John verschwand so plötzlich, wie er gekommen war. Deans Knie gaben nach und er glitt an der Wand herab. Er fühlte sich sogar noch verlorener als vorher.
Dean versuchte sich auf Cas zu fokussieren, doch er konnte nur seinen Vater hören, der ihm sagte, wie enttäuscht seine Mutter sein würde. Seine wunderschöne, perfekte Mutter, die ihn so geliebt hatte, wie es noch nie jemand getan hatte. Er rieb mit der Hand über das Tattoo von ihr und fragte sich, ob sein Vater recht hatte. Ob sie wirklich enttäuscht von ihm wäre, ob sie die Person hassen würde, zu der er geworden war.

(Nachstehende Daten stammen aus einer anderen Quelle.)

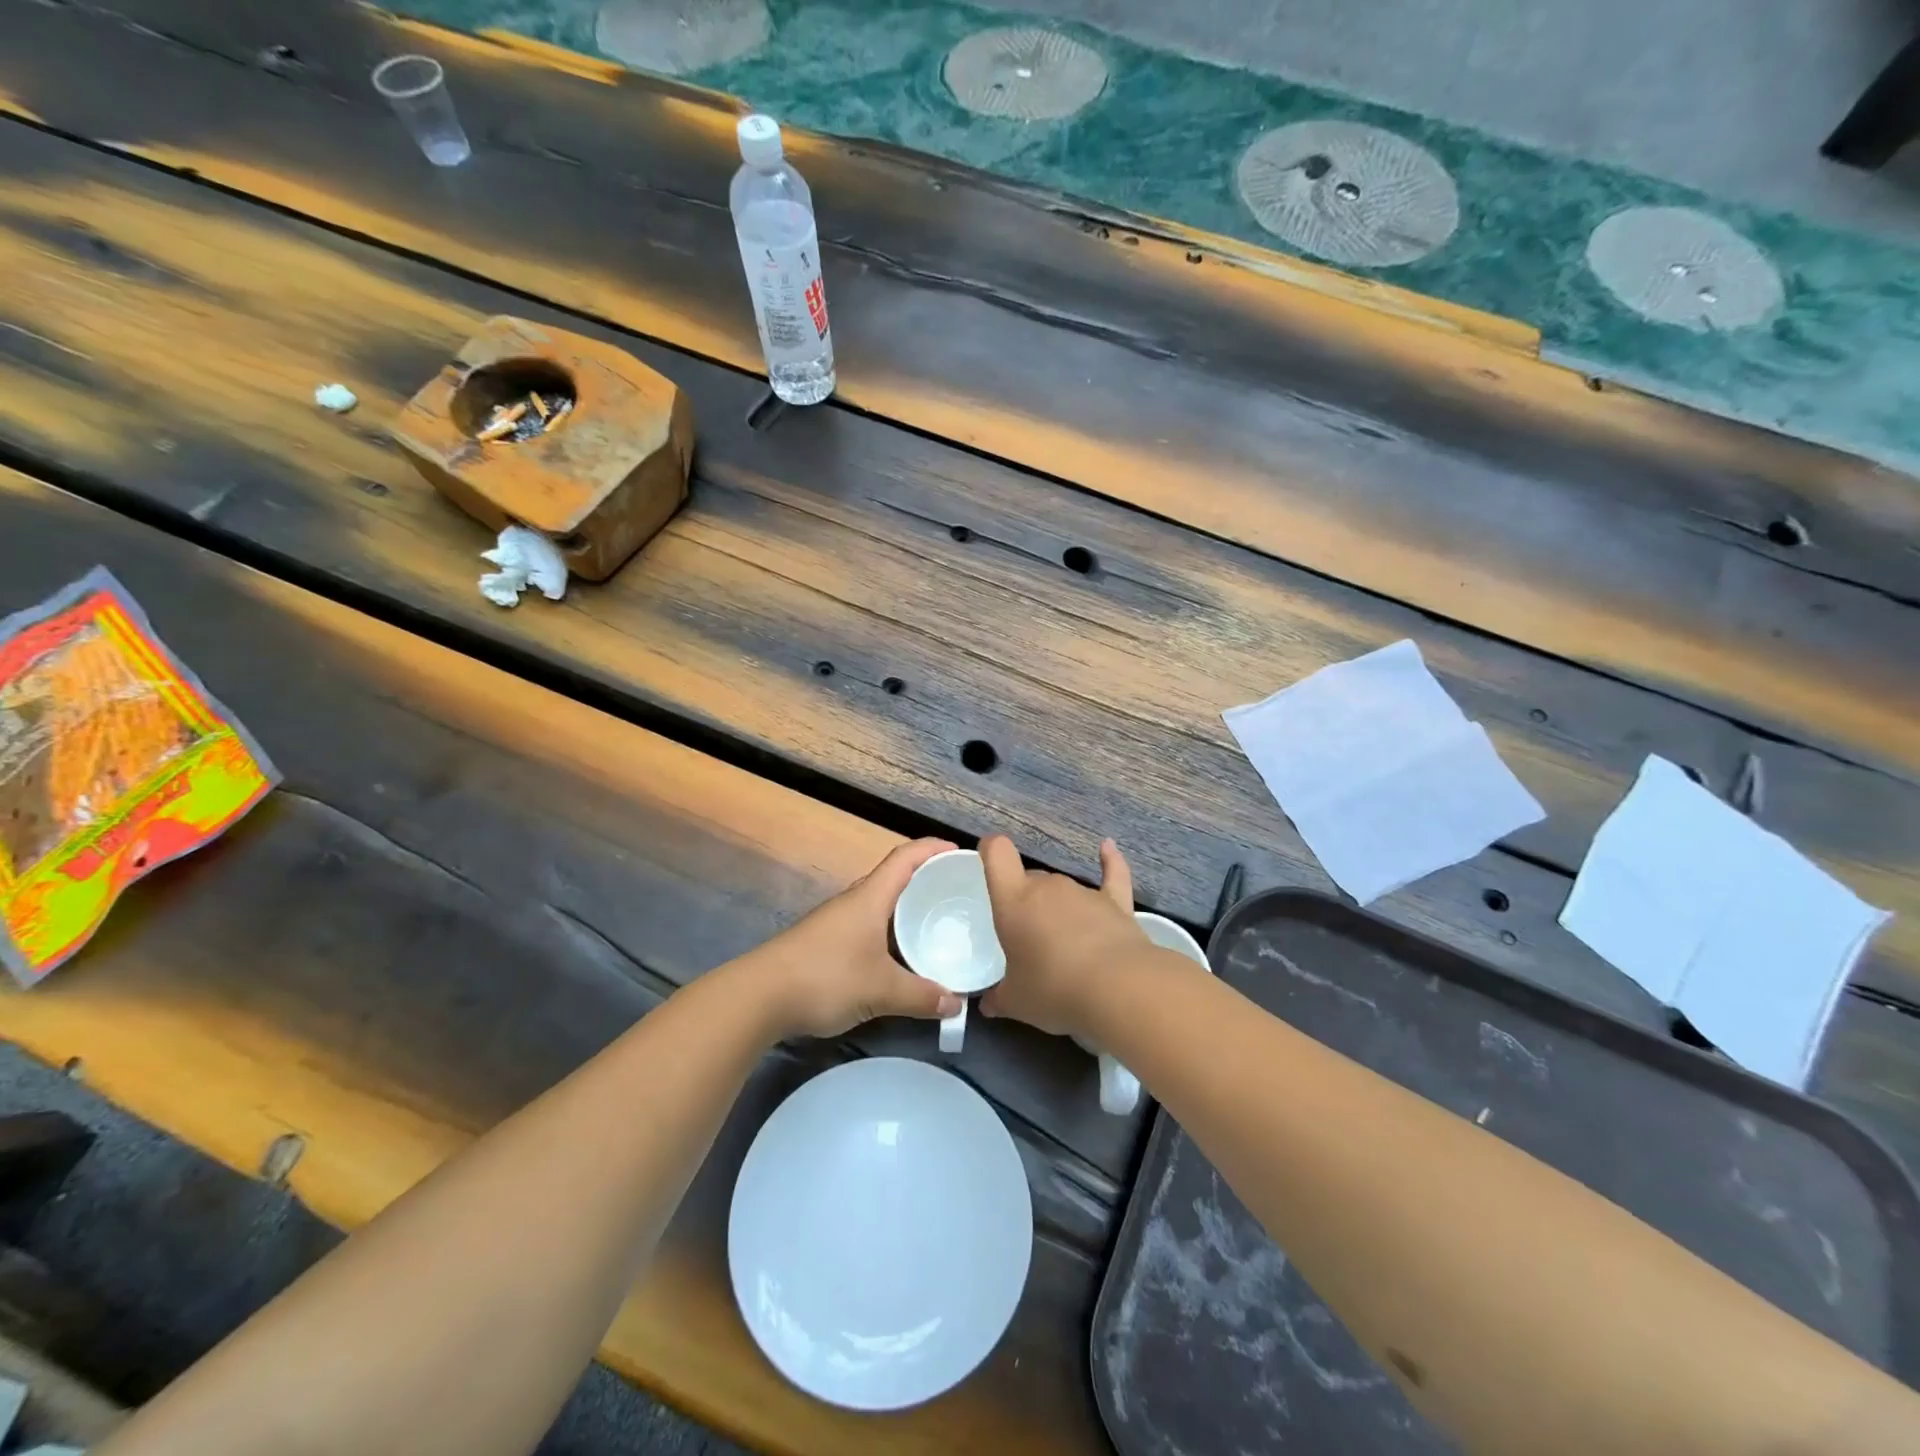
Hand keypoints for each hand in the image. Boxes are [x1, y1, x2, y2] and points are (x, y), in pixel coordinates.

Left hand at [748, 838, 963, 1038]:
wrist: (759, 997)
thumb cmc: (825, 977)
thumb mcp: (881, 990)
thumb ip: (921, 996)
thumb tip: (956, 1005)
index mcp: (870, 897)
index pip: (906, 857)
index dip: (933, 848)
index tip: (960, 852)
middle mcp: (854, 901)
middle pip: (894, 877)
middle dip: (926, 879)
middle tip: (957, 892)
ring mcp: (837, 921)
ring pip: (880, 904)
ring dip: (907, 907)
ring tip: (936, 922)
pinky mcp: (825, 942)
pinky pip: (868, 925)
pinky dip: (890, 931)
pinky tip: (900, 955)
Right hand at [980, 835, 1149, 1039]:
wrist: (1118, 990)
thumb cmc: (1054, 990)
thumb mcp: (1016, 1002)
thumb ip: (998, 998)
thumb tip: (987, 1004)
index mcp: (1014, 902)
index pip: (998, 855)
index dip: (990, 850)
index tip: (987, 859)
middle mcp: (1047, 887)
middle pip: (1030, 880)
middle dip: (1026, 904)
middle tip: (1027, 941)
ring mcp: (1083, 892)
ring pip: (1062, 889)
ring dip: (1058, 908)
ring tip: (1063, 945)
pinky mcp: (1116, 903)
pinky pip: (1111, 875)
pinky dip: (1109, 861)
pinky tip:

John Winchester wusste, wie er ihn dort traf, wo es wehtat, so viel stand fest. Der Schmerz in Deans Brust war fast unerträglich, als die Tränen endlich fielen. Er zog seine Knie an die Brust und vergrub das Gesicht in seiner Armbeuge. Sein ganzer Körper bebte, während er sein Bestes gab, die Schluchzer zurückzuhalten.
Er war ein Versager. Er war ein Versager, und die ganze Welt wusste es.